「桜介くん……」
泣きそうなのを堪えてつぶやいたとき。
「おーい、君。そんなところで何してるの? これから作業がするから、離れてくれないと危ないよ」
現場の作業員のおじさんに声をかけられた。
ダメだよ。この木は、絶対に伐っちゃダメ。
この桜の木の下は、桜介くんにとって大切な居場所なんだ。
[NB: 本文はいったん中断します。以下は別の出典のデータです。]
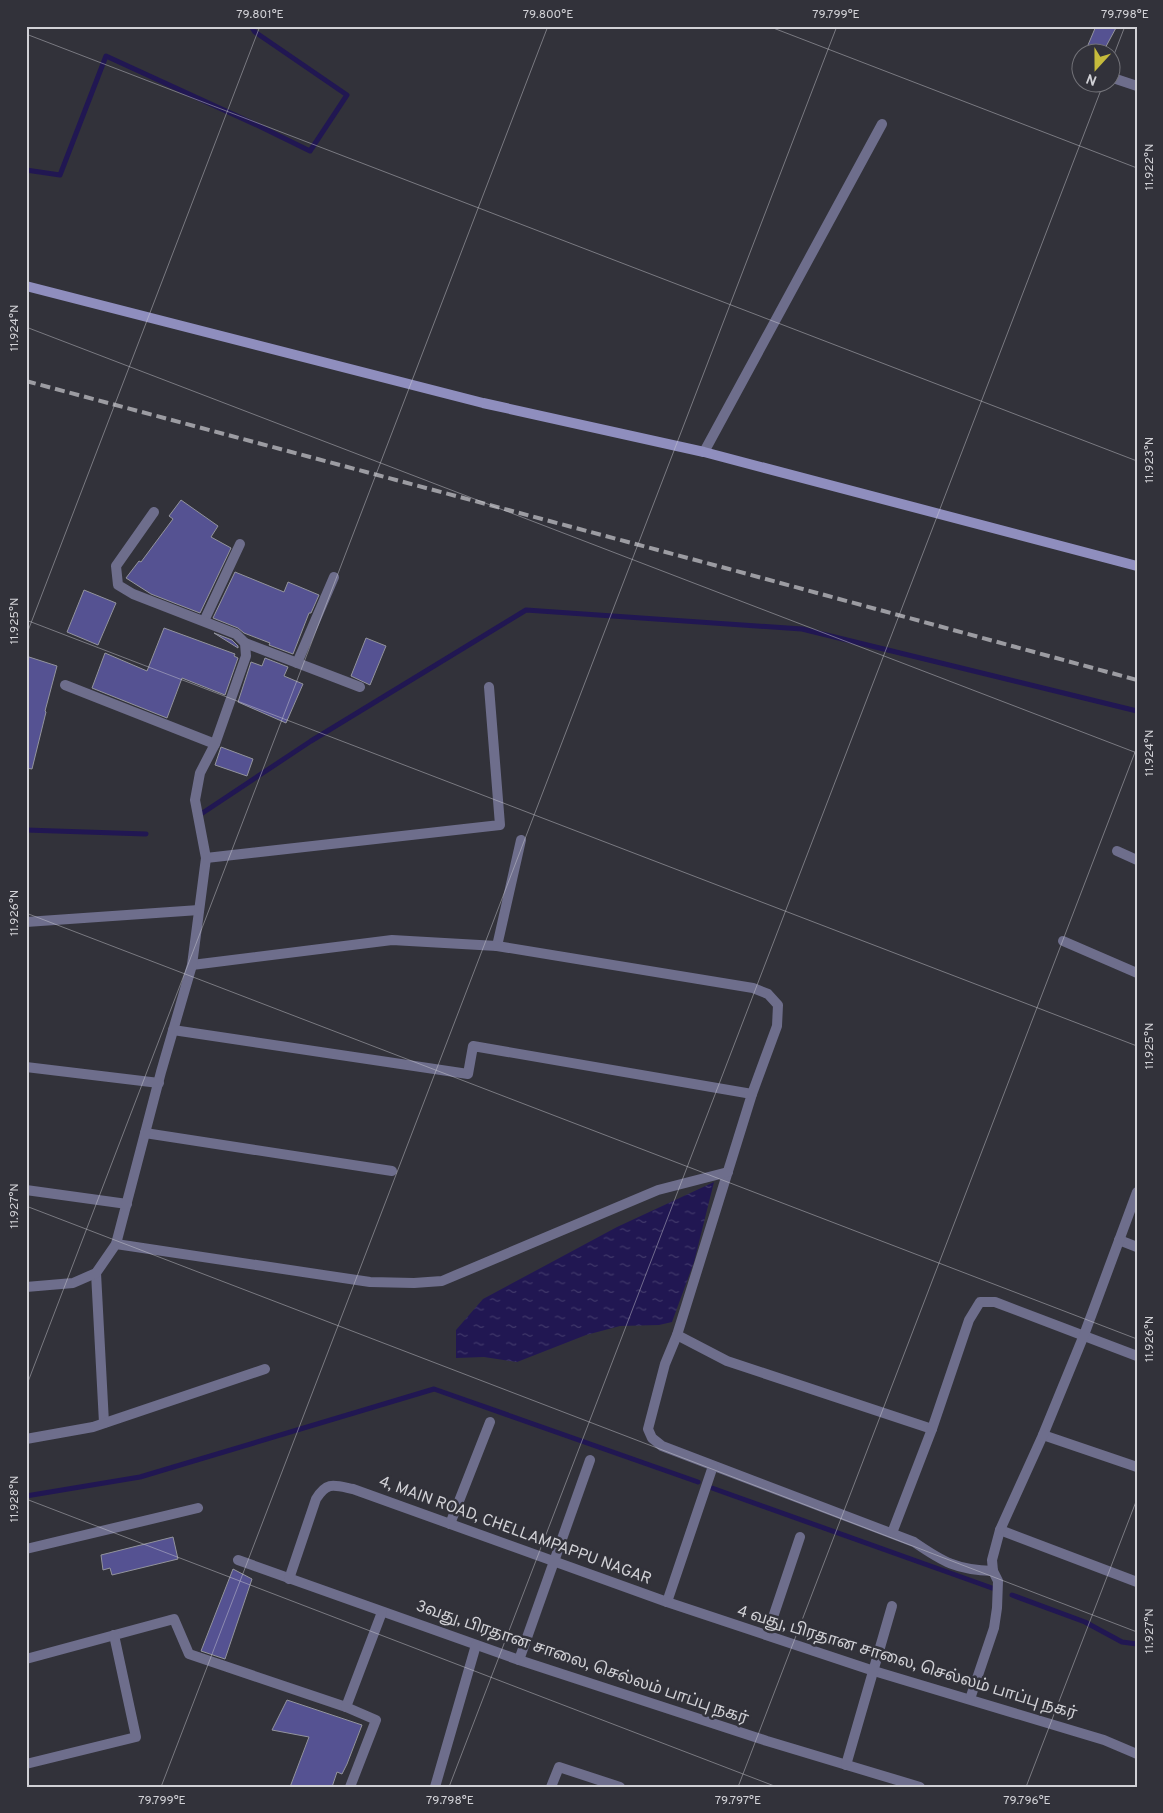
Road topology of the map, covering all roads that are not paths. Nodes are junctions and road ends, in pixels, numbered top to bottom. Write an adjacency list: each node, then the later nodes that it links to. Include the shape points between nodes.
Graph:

だから、守らなきゃ……。
わたしは桜の木を背中に守るようにして両手を広げると、作業員のおじさんを見上げて首を横に振った。
「伐るなってこと? そう言われてもなあ」
桜の木の前から動かないわたしを見て、おじさんが困り顔で頬を掻く。
「なんだ、どうした?」
わたしがおじさんをにらんでいると、別の作業員のおじさんがやってきた。
「いやあ、それが……。この子が急にやってきて、桜の前からどいてくれないんですよ」
「はあ? 生徒には学校から説明があったんじゃないのか? この木は早く対応しないと危ないんだ。その子にちゃんと説明して、それでもだめなら職員呼んで来い」
「ああ、はい……。ほら、聞いただろ。この木はもうだいぶ高齢だから、事故が起きる前に対応しておかないと」
作業員のおじさんがわたしを説得しようとする。
でも、わたしは木のそばを離れなかった。
「仕方ないなあ。もう、先生呼びにいくよ?」
どれだけ説明しても動かないわたしを見て、最後にはおじさんがあきらめたようにため息を吐く。
そのとき、
「作業の邪魔してすみません!」
ひとりの男子生徒がわたしとおじさんのあいだに割って入ってきた。